Invented 100 years ago by people like Henry Ford, who needed to have all their employees in the same place at the same time, the typical work week — 9 a.m. to 5 p.m., five days a week — has continued to apply many years after the vast majority of us no longer worked in factories, but in offices, and several tasks could easily have been done from home. And even though people have been saying for a good 50 years that teleworking would be a good way to be more productive, to reduce road congestion and pollution, in addition to improving the quality of life of workers in an era of growing individualism, there was still only 3% of the working population teleworking (even if only one meager day per week) when the pandemic struck.

The main blockage came from the bosses, who, although they themselves allowed themselves to work remotely from time to time, did not trust their employees enough to let them escape their gaze. It is true that teleworking requires a profound change in their management style on their part. That is to say, moving from rather directive management, giving a lot of importance to the time spent in the office, to more collaborative management, based first and foremost on the establishment of deliverables.

Retrofuturistic humor

The documentary from the National Film Board of Canada, which will be available free of charge on the NFB website from 1er March, managed, in a little less than an hour, to bring through an impressive number of researchers, specialists, managers and workers who address an equally remarkable number of often neglected issues.

One of the challenges was finding real experts among the mass of so-called experts that appeared in the wake of the pandemic, says Julien Capraro, a journalist of French origin based in Vancouver who has already produced another documentary at the NFB, The last keyon the improbable encounter of Citroën’s legendary 2 CV with North America.
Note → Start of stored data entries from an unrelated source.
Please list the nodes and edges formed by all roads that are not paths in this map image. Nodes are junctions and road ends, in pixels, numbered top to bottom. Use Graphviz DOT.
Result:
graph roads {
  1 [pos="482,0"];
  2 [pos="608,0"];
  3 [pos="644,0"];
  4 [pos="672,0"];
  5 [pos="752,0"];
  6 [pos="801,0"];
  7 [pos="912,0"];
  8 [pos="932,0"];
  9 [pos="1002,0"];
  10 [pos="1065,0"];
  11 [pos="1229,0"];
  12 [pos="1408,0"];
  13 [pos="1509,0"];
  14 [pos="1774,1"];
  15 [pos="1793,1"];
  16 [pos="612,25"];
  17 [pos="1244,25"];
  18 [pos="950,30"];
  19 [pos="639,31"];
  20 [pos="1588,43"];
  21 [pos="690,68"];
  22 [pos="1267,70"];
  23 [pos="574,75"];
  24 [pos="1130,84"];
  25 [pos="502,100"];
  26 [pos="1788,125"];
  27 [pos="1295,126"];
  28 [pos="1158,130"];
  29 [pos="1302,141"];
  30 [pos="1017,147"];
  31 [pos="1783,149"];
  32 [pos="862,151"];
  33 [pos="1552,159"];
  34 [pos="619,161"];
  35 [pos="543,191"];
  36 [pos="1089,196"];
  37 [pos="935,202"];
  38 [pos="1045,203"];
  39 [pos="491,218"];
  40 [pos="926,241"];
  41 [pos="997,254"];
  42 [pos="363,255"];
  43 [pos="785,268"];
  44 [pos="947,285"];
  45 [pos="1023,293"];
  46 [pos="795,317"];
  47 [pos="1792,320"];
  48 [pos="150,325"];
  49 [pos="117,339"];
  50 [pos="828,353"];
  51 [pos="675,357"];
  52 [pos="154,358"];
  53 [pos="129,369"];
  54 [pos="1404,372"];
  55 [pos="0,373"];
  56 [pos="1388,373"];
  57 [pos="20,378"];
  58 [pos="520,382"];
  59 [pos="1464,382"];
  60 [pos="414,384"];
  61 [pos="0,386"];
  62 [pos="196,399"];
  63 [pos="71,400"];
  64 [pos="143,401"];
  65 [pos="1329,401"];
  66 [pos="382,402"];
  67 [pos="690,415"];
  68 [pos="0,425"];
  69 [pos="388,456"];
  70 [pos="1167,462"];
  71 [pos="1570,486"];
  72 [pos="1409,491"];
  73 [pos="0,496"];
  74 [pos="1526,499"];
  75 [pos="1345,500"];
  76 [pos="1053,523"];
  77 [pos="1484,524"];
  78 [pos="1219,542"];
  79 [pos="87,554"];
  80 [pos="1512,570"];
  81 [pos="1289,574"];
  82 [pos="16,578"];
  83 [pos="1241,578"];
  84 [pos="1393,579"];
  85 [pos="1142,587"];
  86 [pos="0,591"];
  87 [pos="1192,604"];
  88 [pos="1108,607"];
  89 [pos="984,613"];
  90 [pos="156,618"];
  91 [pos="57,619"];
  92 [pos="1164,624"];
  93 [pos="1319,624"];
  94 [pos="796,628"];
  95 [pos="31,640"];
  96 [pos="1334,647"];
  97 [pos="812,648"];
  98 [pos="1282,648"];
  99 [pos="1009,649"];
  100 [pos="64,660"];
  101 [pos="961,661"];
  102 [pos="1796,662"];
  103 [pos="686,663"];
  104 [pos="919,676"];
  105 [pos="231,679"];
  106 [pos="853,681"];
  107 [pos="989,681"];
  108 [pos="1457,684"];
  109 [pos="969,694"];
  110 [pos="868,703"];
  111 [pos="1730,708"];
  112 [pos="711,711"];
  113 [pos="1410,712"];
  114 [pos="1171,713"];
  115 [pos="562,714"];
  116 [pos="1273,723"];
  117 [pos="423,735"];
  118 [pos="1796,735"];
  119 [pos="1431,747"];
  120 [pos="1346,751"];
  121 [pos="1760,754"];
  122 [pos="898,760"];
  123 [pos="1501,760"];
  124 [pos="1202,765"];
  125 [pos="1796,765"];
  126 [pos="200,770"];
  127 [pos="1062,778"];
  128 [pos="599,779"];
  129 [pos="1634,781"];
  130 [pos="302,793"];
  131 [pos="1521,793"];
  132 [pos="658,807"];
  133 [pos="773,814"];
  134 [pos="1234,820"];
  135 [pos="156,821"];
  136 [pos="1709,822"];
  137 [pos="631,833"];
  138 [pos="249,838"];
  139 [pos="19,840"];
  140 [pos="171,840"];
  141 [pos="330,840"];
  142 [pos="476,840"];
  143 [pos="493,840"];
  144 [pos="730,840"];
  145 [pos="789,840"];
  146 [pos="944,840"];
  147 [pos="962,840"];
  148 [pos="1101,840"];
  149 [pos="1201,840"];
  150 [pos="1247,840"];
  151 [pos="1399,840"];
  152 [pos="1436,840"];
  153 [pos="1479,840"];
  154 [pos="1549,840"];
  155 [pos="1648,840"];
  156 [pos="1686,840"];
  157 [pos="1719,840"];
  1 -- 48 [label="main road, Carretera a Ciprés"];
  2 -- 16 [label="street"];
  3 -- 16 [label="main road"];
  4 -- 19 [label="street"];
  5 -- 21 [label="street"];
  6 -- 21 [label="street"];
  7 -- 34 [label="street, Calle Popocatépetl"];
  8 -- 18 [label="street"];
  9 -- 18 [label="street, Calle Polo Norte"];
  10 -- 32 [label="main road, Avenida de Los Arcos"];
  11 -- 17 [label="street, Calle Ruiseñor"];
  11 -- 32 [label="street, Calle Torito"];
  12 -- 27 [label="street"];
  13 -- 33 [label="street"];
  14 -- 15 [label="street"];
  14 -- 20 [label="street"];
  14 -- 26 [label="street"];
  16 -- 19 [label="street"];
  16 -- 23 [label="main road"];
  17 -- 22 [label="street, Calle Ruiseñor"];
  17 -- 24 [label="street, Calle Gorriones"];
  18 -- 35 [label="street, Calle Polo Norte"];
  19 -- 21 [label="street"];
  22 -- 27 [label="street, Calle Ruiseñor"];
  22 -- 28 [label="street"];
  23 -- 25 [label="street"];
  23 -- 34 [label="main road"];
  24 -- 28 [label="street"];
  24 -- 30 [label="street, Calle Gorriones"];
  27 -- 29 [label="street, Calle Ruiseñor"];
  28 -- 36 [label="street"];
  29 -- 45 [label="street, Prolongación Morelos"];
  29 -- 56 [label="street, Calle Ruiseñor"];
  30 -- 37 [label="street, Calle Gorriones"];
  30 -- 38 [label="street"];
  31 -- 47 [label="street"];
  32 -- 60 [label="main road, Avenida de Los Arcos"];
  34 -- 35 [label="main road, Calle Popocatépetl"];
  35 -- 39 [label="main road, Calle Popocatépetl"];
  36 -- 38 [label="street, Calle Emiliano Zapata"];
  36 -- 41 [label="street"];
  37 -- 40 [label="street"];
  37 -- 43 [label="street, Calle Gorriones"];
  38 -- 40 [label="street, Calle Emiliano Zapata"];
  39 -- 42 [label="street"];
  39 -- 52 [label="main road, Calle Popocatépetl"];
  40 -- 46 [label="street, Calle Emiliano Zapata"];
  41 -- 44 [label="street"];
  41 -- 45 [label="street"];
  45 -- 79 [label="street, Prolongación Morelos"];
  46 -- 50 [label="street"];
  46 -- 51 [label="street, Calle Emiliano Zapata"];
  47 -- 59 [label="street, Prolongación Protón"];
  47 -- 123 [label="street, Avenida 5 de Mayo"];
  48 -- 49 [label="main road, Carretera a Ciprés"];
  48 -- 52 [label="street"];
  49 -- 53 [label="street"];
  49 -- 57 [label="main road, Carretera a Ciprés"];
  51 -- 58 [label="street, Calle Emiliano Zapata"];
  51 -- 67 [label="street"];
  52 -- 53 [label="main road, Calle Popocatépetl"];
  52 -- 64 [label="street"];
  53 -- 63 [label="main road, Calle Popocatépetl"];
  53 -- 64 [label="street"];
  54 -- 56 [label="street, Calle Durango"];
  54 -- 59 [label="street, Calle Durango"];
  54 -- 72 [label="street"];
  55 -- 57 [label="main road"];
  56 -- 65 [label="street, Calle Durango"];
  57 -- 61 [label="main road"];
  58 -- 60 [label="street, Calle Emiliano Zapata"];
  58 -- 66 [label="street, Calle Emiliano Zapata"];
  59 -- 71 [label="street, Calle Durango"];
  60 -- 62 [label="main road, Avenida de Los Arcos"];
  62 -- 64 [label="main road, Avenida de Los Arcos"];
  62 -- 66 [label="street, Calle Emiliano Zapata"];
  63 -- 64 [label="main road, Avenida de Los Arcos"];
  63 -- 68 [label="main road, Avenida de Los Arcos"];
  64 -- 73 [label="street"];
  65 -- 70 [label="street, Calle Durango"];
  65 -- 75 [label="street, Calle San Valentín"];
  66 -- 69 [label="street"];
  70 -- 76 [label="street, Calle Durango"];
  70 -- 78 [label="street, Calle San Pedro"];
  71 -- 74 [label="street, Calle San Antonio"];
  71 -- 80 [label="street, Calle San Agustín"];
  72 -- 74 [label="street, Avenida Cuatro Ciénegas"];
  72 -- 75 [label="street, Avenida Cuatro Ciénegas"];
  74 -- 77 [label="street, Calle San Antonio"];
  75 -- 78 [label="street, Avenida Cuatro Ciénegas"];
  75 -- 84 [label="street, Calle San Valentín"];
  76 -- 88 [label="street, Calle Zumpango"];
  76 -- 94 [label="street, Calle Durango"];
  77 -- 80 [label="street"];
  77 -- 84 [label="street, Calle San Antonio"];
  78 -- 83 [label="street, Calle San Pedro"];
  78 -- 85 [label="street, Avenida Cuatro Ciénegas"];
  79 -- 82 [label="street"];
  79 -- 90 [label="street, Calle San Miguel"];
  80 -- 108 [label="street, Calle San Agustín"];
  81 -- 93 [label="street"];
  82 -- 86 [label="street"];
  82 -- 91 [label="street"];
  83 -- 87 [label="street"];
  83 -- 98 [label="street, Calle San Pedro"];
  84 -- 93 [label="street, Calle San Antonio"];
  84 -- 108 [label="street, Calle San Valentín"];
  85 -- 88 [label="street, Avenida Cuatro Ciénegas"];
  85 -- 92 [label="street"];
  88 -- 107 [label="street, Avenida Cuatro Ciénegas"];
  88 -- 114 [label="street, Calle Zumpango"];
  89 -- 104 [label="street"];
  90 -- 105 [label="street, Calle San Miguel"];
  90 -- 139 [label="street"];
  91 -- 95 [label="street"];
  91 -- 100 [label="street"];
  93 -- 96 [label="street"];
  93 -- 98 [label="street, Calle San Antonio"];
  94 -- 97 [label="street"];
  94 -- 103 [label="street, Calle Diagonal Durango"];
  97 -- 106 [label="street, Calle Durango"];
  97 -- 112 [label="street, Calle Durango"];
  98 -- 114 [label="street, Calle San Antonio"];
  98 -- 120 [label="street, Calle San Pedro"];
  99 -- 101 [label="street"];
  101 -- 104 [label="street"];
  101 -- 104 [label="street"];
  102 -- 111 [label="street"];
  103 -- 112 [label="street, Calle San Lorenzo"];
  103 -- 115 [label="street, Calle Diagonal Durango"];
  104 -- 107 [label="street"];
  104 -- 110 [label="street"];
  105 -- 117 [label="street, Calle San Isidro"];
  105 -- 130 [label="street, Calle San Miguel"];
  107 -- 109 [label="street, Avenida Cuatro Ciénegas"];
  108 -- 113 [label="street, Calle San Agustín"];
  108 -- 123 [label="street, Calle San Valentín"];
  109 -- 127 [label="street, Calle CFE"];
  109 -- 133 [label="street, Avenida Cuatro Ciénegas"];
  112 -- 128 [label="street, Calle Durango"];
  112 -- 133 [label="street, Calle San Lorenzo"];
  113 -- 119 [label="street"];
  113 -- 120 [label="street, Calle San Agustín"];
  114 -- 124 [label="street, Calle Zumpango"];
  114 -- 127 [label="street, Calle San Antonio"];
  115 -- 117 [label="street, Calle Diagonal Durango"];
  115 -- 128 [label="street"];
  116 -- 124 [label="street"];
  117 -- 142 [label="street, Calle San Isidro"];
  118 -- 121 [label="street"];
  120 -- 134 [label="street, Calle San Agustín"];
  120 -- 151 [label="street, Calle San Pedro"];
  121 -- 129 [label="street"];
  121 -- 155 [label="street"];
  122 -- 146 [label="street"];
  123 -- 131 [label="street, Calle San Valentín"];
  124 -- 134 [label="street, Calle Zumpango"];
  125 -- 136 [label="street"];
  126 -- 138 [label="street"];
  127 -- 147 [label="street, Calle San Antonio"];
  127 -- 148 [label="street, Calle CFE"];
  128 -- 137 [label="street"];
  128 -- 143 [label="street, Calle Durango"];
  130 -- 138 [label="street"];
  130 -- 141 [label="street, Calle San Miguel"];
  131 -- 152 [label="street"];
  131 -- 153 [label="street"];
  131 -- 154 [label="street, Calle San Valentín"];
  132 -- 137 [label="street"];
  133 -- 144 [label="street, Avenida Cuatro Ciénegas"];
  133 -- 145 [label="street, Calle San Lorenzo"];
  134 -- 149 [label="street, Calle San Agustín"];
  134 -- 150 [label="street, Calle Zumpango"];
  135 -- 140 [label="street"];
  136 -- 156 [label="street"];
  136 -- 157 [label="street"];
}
What could have been a very informative but somewhat boring documentary, with its parade of experts sitting in chairs, turns out to be surprisingly entertaining. In addition to its dynamic rhythm and its aesthetic borrowed from the era of the beginning of the personal computer, with its pastel colors and pixelated screens, it happily draws on old NFB films from the 1950s to 1970s to illustrate its point. . In addition to giving the technology a deliciously retro-futuristic flavor, this archival footage sometimes comes with editing and voice-over dubbing that has characters from the past saying all kinds of funny things.

Be careful ahead!

Just because teleworking is now part of our lives doesn’t mean we’ve finished debating it. For example, although we like to believe that it results in productivity gains, this may not always be the case.

For Jack Nilles, a former NASA engineer who was already carrying out experiments on teleworking in the early 1970s, teleworking will be a way to reduce greenhouse gas emissions linked to transport. But for Catherine Morency, an expert in personal mobility at Polytechnique Montréal, this may not be true if people take the opportunity to move away from urban centers and this leads them to buy more online and drive on larger distances to do their shopping and take the little ones to school.

And then, not all workers are equal when it comes to teleworking: it particularly benefits those who already have better salaries and working conditions, the documentary recalls. Store staff, warehouse workers and slaughterhouse workers benefit little from this transformation. The latter, on the other hand, will perhaps be avenged by another technological development which, this time, risks hitting harder those who are lucky enough to be able to work from home, suggests Julien Capraro in the credits of his film: intelligence artificial.

But that’s another story.

Work differently

Documentary by Julien Capraro. Canada, 2023, 50 minutes. At the Cinémathèque québécoise on February 28, as part of the RVQC, and on the NFB website from February 1er March.